Phase III Engineering: A Great Plan Needs Great Follow Through

    The term “engineering” isn’t a great descriptor of anything. Not only are there many varieties of engineering in the world, but there are a multitude of phases to engineering in and of itself. It helps to think of something so complicated as a modular concept—it has multiple pieces that, when planned well, fit together both backward and forward.

    Phase III engineering is a term you may hear thrown around without truly understanding what it is. While it can mean many things, we like to think of it as the follow-through. We talked to Greg Mishler, Resident Engineer/Project Manager, and asked him to shed some light on what goes into Phase III.

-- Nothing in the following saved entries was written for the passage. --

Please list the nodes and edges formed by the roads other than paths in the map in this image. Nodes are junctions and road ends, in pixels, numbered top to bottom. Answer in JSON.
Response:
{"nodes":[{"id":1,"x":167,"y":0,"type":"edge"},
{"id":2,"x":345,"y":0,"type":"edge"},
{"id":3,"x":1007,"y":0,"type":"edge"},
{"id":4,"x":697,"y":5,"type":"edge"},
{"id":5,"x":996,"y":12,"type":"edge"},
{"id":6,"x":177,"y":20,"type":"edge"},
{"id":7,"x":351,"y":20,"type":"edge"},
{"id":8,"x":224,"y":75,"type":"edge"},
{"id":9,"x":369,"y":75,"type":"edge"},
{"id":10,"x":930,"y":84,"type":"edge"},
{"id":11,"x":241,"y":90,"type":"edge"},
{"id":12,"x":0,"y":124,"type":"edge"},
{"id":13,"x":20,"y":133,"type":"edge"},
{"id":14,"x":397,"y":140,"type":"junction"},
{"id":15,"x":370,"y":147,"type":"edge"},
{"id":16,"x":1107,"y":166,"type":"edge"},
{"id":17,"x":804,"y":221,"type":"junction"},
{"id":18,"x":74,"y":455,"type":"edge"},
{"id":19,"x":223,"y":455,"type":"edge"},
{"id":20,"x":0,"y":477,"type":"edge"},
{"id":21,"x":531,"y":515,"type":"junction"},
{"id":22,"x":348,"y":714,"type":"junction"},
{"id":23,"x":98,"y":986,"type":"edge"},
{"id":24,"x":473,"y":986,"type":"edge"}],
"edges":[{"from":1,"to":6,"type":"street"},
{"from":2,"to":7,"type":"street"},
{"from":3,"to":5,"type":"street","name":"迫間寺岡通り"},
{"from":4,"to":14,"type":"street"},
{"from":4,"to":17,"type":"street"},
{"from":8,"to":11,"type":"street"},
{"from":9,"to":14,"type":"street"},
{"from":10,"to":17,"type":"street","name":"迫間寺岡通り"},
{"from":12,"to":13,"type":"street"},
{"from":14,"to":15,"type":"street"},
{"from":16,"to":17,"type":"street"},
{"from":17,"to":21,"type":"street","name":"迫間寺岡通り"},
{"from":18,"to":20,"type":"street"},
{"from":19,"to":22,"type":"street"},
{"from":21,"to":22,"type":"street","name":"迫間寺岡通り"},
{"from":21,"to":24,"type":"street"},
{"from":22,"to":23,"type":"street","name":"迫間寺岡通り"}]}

    What is Phase III Engineering?

    “Representation.” Greg answers. It might be an over-simplification of the concept but in our world, the simpler you can describe something, the better you probably understand it. Greg goes onto describe Phase III with more detail.

    “Phase III engineering involves representing the client after Phase II Engineering (i.e. plans, specifications, estimates, etc.) is complete and the contract is awarded to a construction firm. Phase II engineering produces a set of detailed documents describing the where, what, and when of items of work included in the project.

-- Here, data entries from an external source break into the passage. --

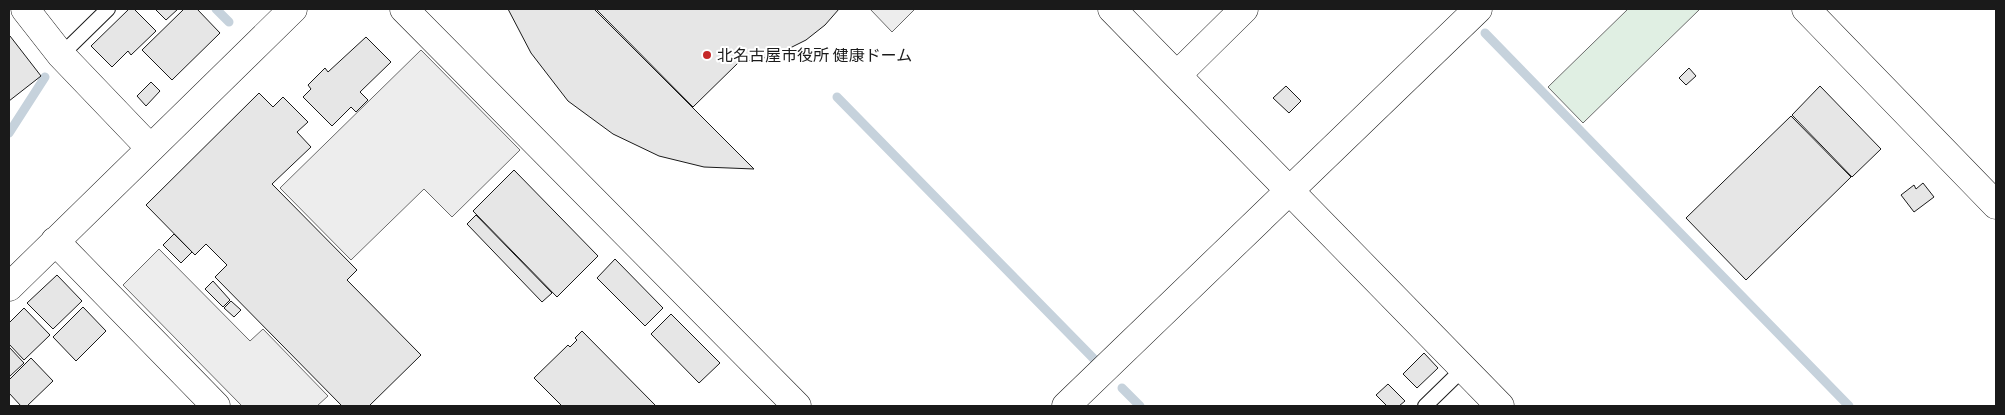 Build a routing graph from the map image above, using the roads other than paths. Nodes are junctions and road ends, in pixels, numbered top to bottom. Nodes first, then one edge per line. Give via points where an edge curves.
1 (25, 9) edge
2 (108, 9) edge
3 (293, 9) edge
4 (404, 9) edge
5 (1112, 9) edge
6 (1244, 9) edge
7 (1478, 9) edge
8 (1806, 9) edge
9 (61, 55) junction
10 (1177, 75) junction
11 (150, 148) junction
12 (1289, 191) junction
13 (1996, 205) edge
14 (55, 241) junction
15 (9, 287) edge
16 (1464, 369) junction
17 (216, 406) edge
18 (797, 406) edge
19 (1066, 406) edge
20 (1425, 406) edge
21 (1500, 406) edge

1 - 9 street
2 - 9 lane
3 - 11 street
4 - 18 street
5 - 10 street
6 - 10 street
7 - 12 street
8 - 13 street
9 - 11 street
10 - 12 street
11 - 14 street
12 - 16 street
12 - 19 street
14 - 15 street
14 - 17 street
16 - 20 lane
16 - 21 street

    On the other hand, Phase III engineering is the implementation of the plan for the project as described by the Phase II engineering documents and administering the contract.”

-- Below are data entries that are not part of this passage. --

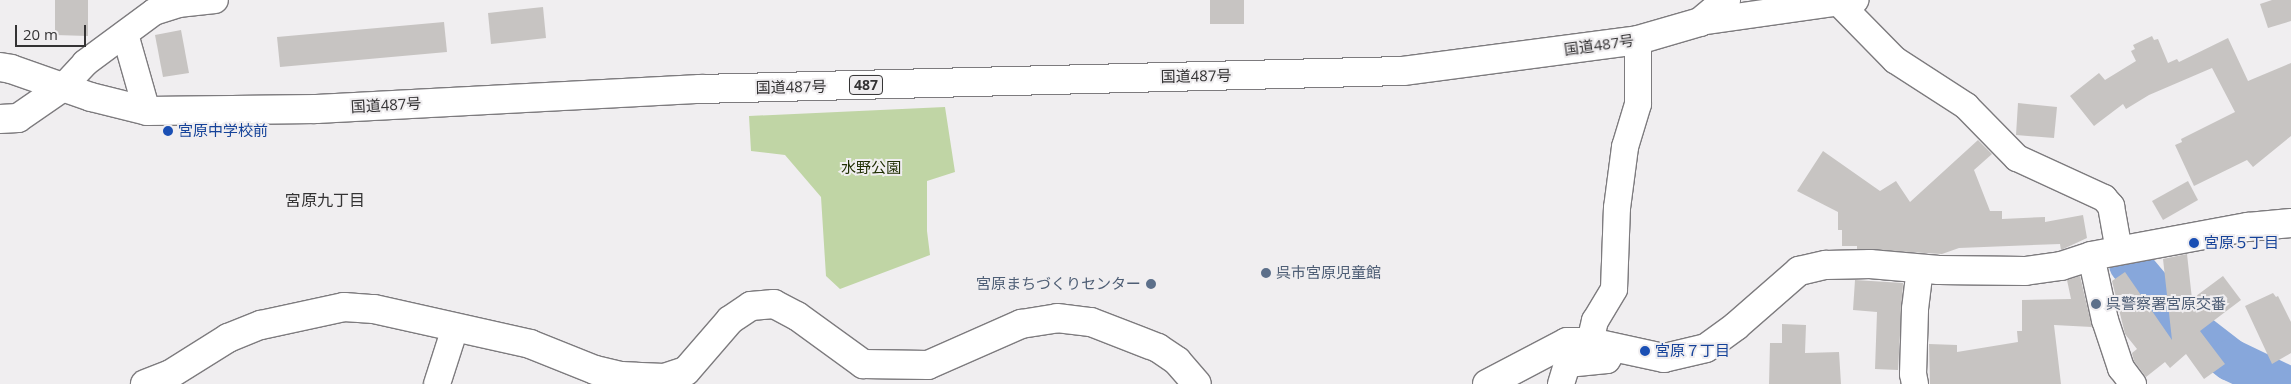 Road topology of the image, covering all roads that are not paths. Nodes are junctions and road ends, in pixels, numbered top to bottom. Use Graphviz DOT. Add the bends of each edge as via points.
graph roads {
  1 [pos="214,0"];
  2 [pos="1726,0"];
  3 [pos="1847,2"];
  4 [pos="1700,22"];
  5 [pos="125,34"];
  6 [pos="1638,40"];
  7 [pos="0,67"];
  8 [pos="63,87"];
  9 [pos="147,111"];
  10 [pos="0,119"];
  11 [pos="2291,223"];
  12 [pos="2120,251"];
  13 [pos="2091,256"];
  14 [pos="1920,268"];
  15 [pos="455,328"];
  16 [pos="1602,344"];
  17 [pos="145,384"];
  18 [pos="437,384"];
  19 [pos="1198,384"];
  20 [pos="1487,384"];
  21 [pos="1561,384"];
  22 [pos="1915,384"];
  23 [pos="2134,384"];
  1 -- 5 [label="street" via="178,4 154,12"];
  2 -- 4 [label="main road, 国道487号 / 487"];
  3 -- 4 [label="street"];
  3 -- 12 [label="street" via="1895,60 1966,106 2017,158 2104,198 2111,206"];
  4 -- 6 [label="main road, 国道487号 / 487"];
  5 -- 8 [label="street" via="85,63"];
  5 -- 9 [label="street"];
  6 -- 9 [label="main road, 国道487号 / 487" via="1403,71 700,89 316,109"];
  6 -- 16 [label="street" via="1638,104 1625,147 1617,208 1614,289 1595,321"];
  7 -- 8 [label="main road, 国道487号 / 487"];
  8 -- 9 [label="main road, 国道487号 / 487"];
  8 -- 10 [label="main road" via="18,118"];
  11 -- 12 [label="main road" via="2248,227"];
  12 -- 13 [label="main road"];
  13 -- 14 [label="main road" via="2061,266 2026,271"];
  13 -- 23 [label="street" via="2105,320 2121,368"];
  14 -- 16 [label="main road" via="1826,265 1799,271 1706,348 1664,358"];
  14 -- 22 [label="street" via="1915,309"];
  15 -- 17 [label="main road" via="374,308 344,307 261,325 228,338 169,374"];
  15 -- 18 [label="street"];
  15 -- 19 [label="main road" via="530,344 594,370 621,376 664,378 686,371 730,320 751,306 774,304 797,316 863,364 928,365 1022,324 1057,318 1091,322 1158,348 1177,361"];
  16 -- 20 [label="main road" via="1567,342"];
  16 -- 21 [label="street" via="1607,360 1567,364"];
} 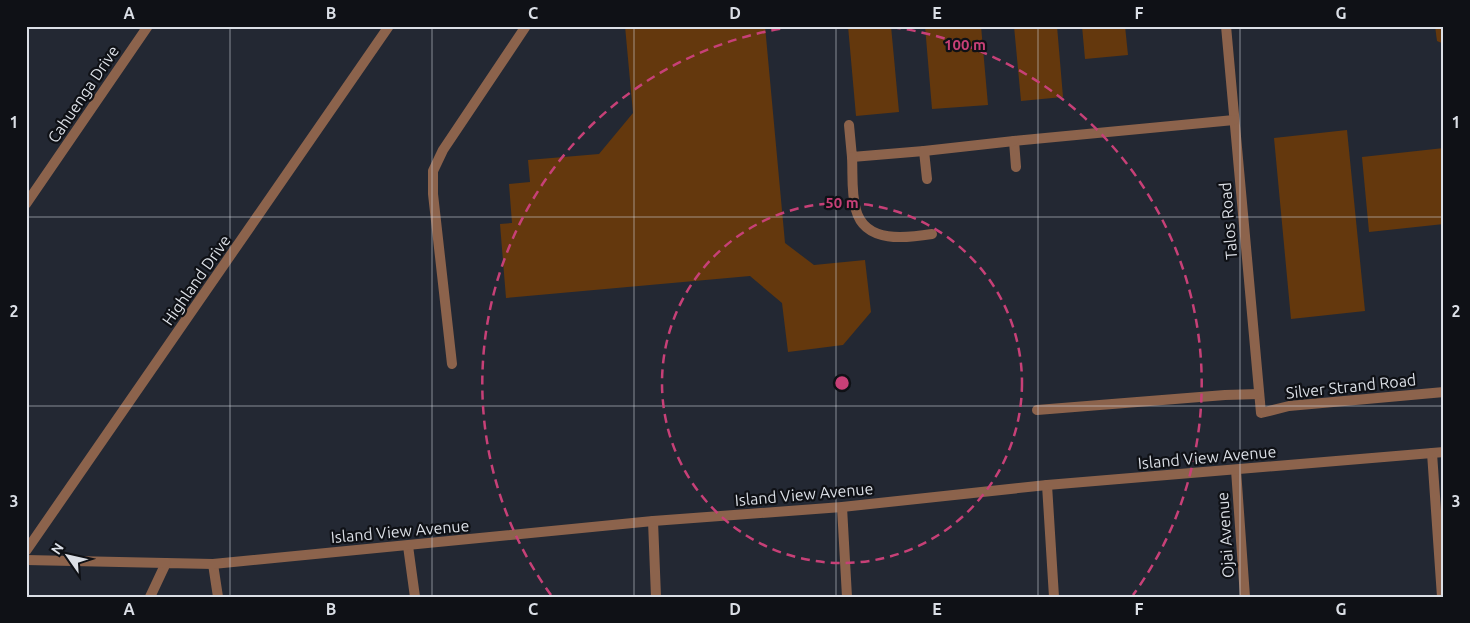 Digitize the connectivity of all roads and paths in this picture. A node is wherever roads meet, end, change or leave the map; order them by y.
1 (148, 26) edge
2 (389, 26) edge
3 (526, 26) edge
4 (1226, 26) edge
5 (1234, 120) junction
6 (849, 125) dead end
7 (1014, 141) junction
8 (924, 151) junction
9 (852, 156) junction
10 (1016, 167) dead end
11 (927, 179) dead end
12 (26, 204) edge
13 (932, 234) dead end
14 (452, 364) dead end
15 (1444, 392) edge
16 (1259, 394) junction
17 (1037, 410) dead end
18 (1261, 413) joint
19 (1444, 452) edge
20 (1432, 454) junction
21 (1236, 470) junction
22 (1047, 486) junction
23 (842, 507) junction
24 (653, 521) junction
25 (408, 546) junction
26 (26, 551) edge
27 (26, 560) edge
28 (166, 563) junction
29 (213, 564) junction
30 (150, 597) edge
31 (218, 597) edge
32 (415, 597) edge
33 (656, 597) edge
34 (847, 597) edge
35 (1054, 597) edge
36 (1245, 597) edge
37 (1442, 597) edge

1 - 12 street, Cahuenga Drive
2 - 26 street, Highland Drive
3 - 14 street
4 - 5 street, Talos Road
5 - 7 street
5 - 16 street, Talos Road
6 - 9 street
7 - 8 street
7 - 10 street
8 - 9 street
8 - 11 street
9 - 13 street
15 - 18 street, Silver Strand Road
16 - 17 street
16 - 18 street, Talos Road
19 - 20 street, Island View Avenue
20 - 21 street, Island View Avenue
20 - 37 street
21 - 22 street, Island View Avenue
21 - 36 street, Ojai Avenue
22 - 23 street, Island View Avenue
22 - 35 street
23 - 24 street, Island View Avenue
23 - 34 street
24 - 25 street, Island View Avenue
24 - 33 street
25 - 29 street, Island View Avenue
25 - 32 street
27 - 28 street, Island View Avenue
28 - 29 street, Island View Avenue
28 - 30 street
29 - 31 street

    While golf and engineering don’t have too much in common, we can compare the two in this way: to play the game well you need to keep your eye on the ball and have good follow-through. We think of Phase III engineering as a formal method of supporting the follow-through.

    Greg Brings with Him a Watchful Eye & Informed Oversight

    We were more than happy to have Greg join our team. He’s led the efforts we’ve made in May of this year to expand our in-house capabilities in construction inspection.  Already, thanks to Greg’s help, we’re pre-qualified by the Illinois Department of Transportation (IDOT) to provide them with construction inspection services. Greg is happy to be part of such a multi-faceted effort.

    “BFW/Marcum has now expanded its services to be able to provide most services requested by our clients. Basically, we are now a full-service engineering firm for our state transportation agencies, especially IDOT. BFW/Marcum will not just be able to make sure projects are planned and designed properly for our clients, but will also help ensure they are built correctly to last for their intended design.”

    Phase III is about Representing the Client & Protecting the Project

    We asked Greg to break down the various moving parts of Phase III engineering. While not all projects are alike, much of the administrative oversight and representation overlap.

    Greg explains further, “Contract administration (construction layout, construction inspection, material testing, measurement & documentation of contract quantities, pay estimates, etc.) is a large part of Phase III engineering. State and federally funded projects require these items to be completed in prescribed procedures before the construction costs will be reimbursed.

    Additionally, Phase III personnel are representatives of the project owners. They receive the questions and/or comments from the adjacent landowners, the traveling public, the contractors, the utility owners, units of government, and others with a stake in the project.”

    Phase III representatives are crossing Ts, dotting Is, and advocating for the client all at the same time. It’s a balancing act of bookkeeping and communication that not many can do, which is why it’s often outsourced.

    DOTs Have High Standards, We’ll be Happy to Meet Them

    We asked Greg why he thought Phase III engineering was such an important expertise to cultivate in-house. As an IDOT/D6 engineer for 32 years, he knows well enough what it takes to be tapped by any state department. With that said, standards and needs only increase, so it’s important to be ahead of the curve when it comes to what you can offer a state agency in-house.

    Greg has plenty of firsthand experience, “Most of my 32 years with IDOT were spent in District Six Construction. I was a D6 construction inspector/assistant Resident Engineer from 1986-1988, a D6 Resident Engineer from 1989-2015, and a D6 Construction Field Engineer during 2016.  After leaving IDOT at the end of 2016, I continued to work part-time in the same field.”

    He talks a little more about what it takes to keep abreast of DOT engineering standards. “For one, IDOT has recently started to advertise requested engineering services on certain items to include Phase III engineering alongside Phases I and II. Thanks to our Phase III efforts in May, BFW/Marcum is now prepared and able to offer these services in-house.

    The forecast for IDOT includes a large amount of Phase III Engineering. BFW/Marcum is always working to aid our clients in the best way possible as a full engineering service firm.  It has been a proven route for success now for over 25 years.”

    We’re Not Just Engineers, We’re Forecasters

    Greg mentions something that has always been important to us—forecasting the needs of our community and clients. It’s not as simple as providing great service if that service doesn’t evolve. To survive in this industry, you need to understand where the wind is blowing.

    At BFW/Marcum, we like to stay a few steps ahead of the forecast. That way, when our service is needed, we have a tested methodology in place to sustain our success and support our clients. Greg is one of the many people at our firm making that happen.